Ici, Mme Bois-Laurier fut obligée de cesser sa narration par les ris immodérés qu’excita en moi cette dernière aventure. Par compagnie, elle riait aussi de tout son cœur : et je pense que nous n’eussions pas fini si tôt, sans l’arrivée de deux messieurs de sa connaissance que l’on vint nous annoncer.
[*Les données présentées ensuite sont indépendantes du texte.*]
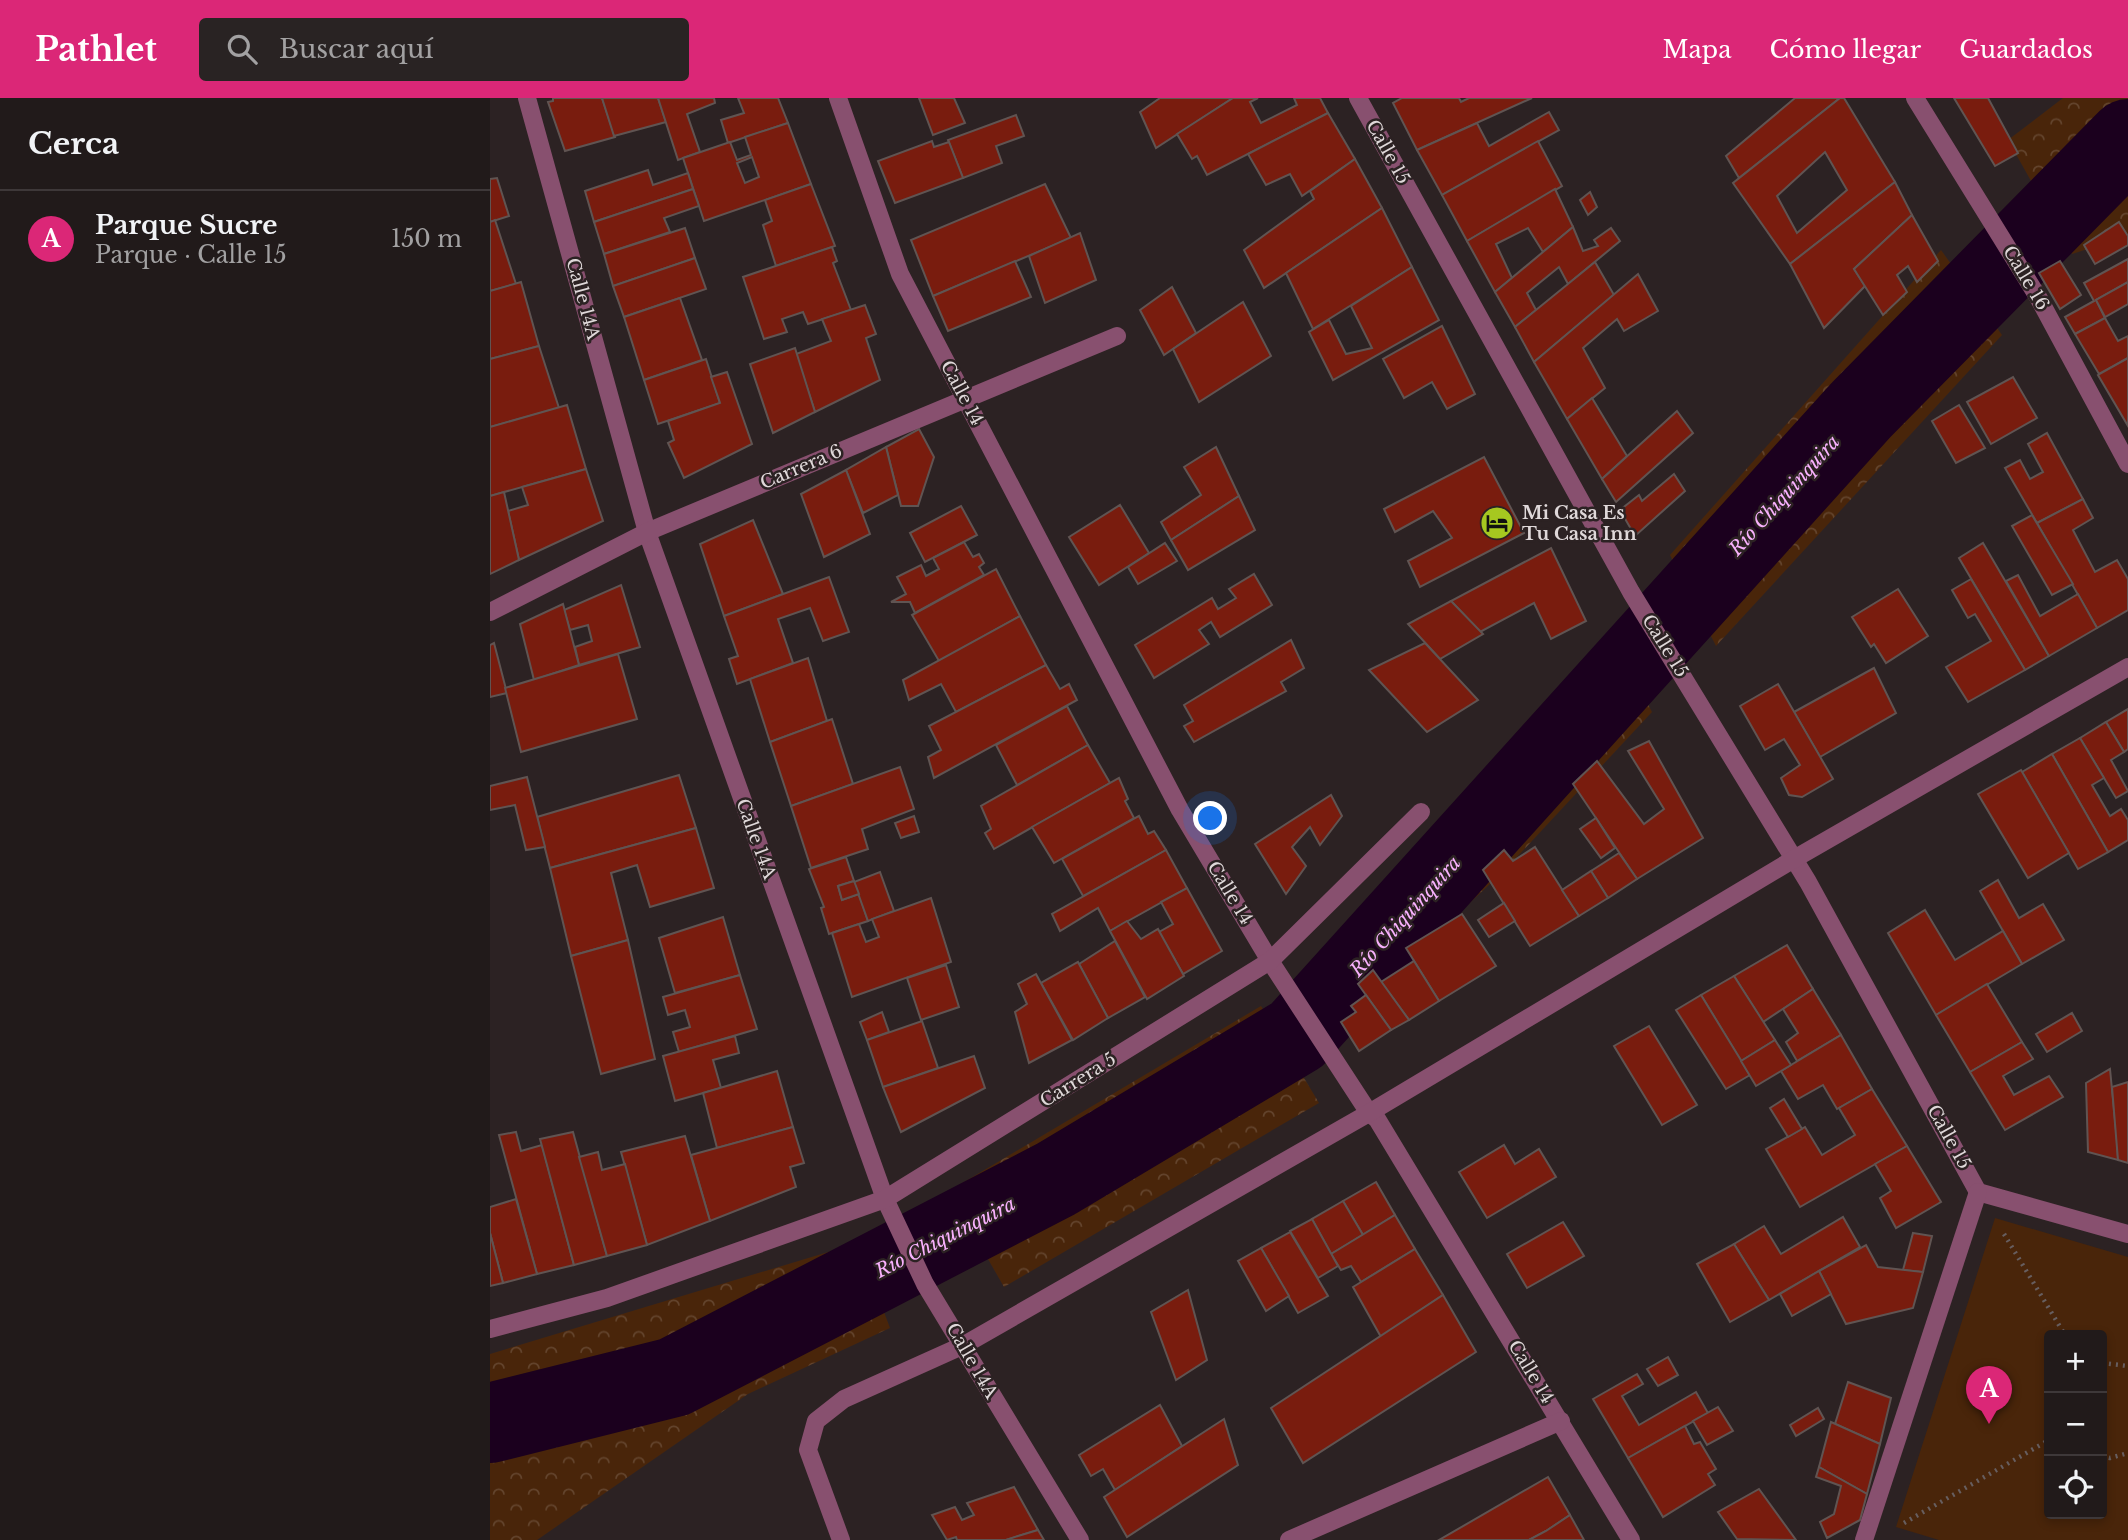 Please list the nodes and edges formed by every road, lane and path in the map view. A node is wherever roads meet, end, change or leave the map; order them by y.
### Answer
1 (527, 98) edge
2 (838, 98) edge
3 (1358, 98) edge
4 (1914, 98) edge
5 (1117, 336) dead end
6 (965, 398) junction
7 (2128, 464) edge
8 (647, 532) junction
9 (490, 612) edge
10 (2128, 667) edge
11 (1421, 812) dead end
12 (1794, 859) junction
13 (1270, 961) junction
14 (1369, 1113) junction
15 (1978, 1192) junction
16 (885, 1199) junction
17 (2128, 1234) edge
18 (490, 1329) edge
19 (2062, 1330) edge
20 (964, 1345) junction
21 (2107, 1364) edge
22 (2128, 1366) edge
23 (1561, 1421) junction
24 (2044, 1443) edge
25 (2128, 1453) edge
26 (2107, 1457) edge
27 (1896, 1527) dead end
28 (841, 1540) edge
29 (1080, 1540) edge
30 (1289, 1540) edge
31 (1631, 1540) edge
32 (1864, 1540) edge

1 - 8 street, Calle 14A
2 - 6 street, Calle 14
3 - 12 street, Calle 15
4 - 7 street, Calle 16
5 - 6 street, Carrera 6
6 - 8 street, Carrera 6
6 - 13 street, Calle 14
8 - 9 street, Carrera 6
8 - 16 street, Calle 14A
10 - 12 street
11 - 13 street, Carrera 5
12 - 14 street
12 - 15 street, Calle 15
13 - 14 street, Calle 14
13 - 16 street, Carrera 5
14 - 20 street
14 - 23 street, Calle 14
15 - 17 street
15 - 19 path
15 - 32 street
16 - 18 street, Carrera 5
16 - 20 street, Calle 14A
20 - 28 street
20 - 29 street, Calle 14A
21 - 22 path
23 - 30 street
23 - 31 street, Calle 14
24 - 27 path
25 - 26 path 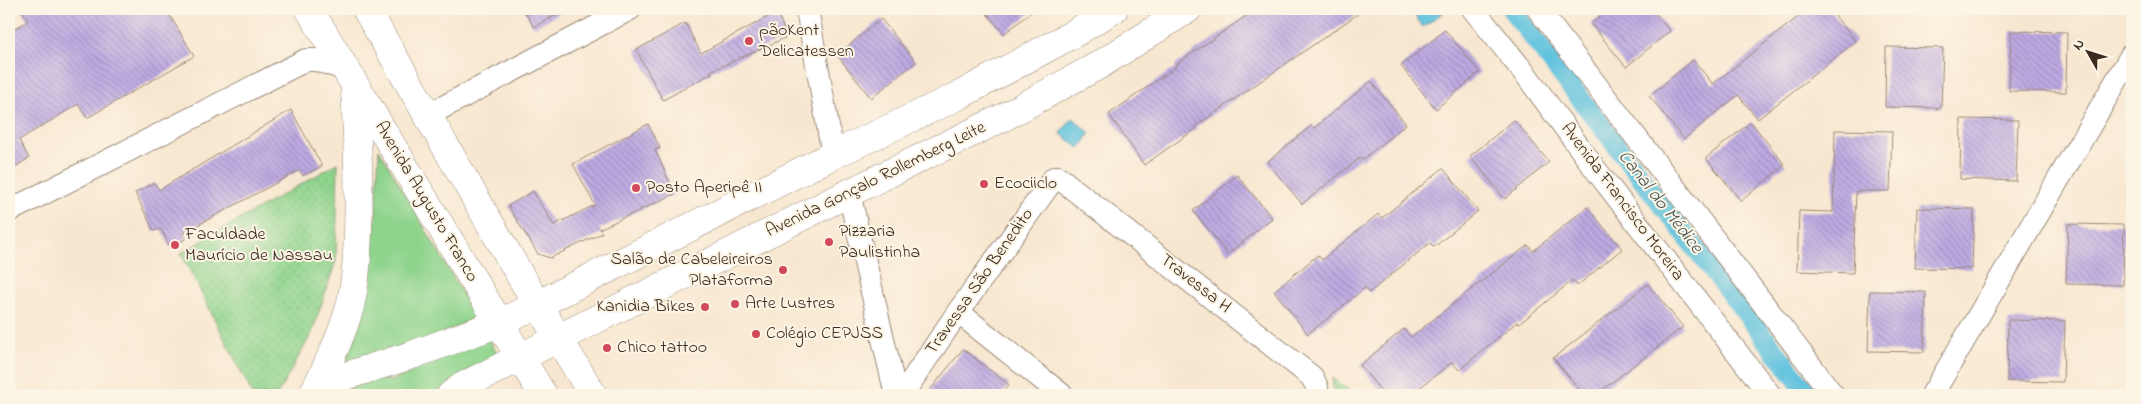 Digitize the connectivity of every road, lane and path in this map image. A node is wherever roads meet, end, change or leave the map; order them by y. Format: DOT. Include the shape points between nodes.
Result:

Elle n’eut que le temps de me dire que cette interruption la fâchait beaucoup, en ce qu’elle ne m’avait encore montré que le mauvais côté de son histoire, qui ne pouvait que me donner une fort mauvaise opinion d’elle, mais qu’elle espérait bientôt me faire connaître le bon et m’apprendre avec quel empressement elle avait saisi la première occasion qui s’était présentée de se retirer du train de vie abominable dans lequel la Lefort l’avait engagée.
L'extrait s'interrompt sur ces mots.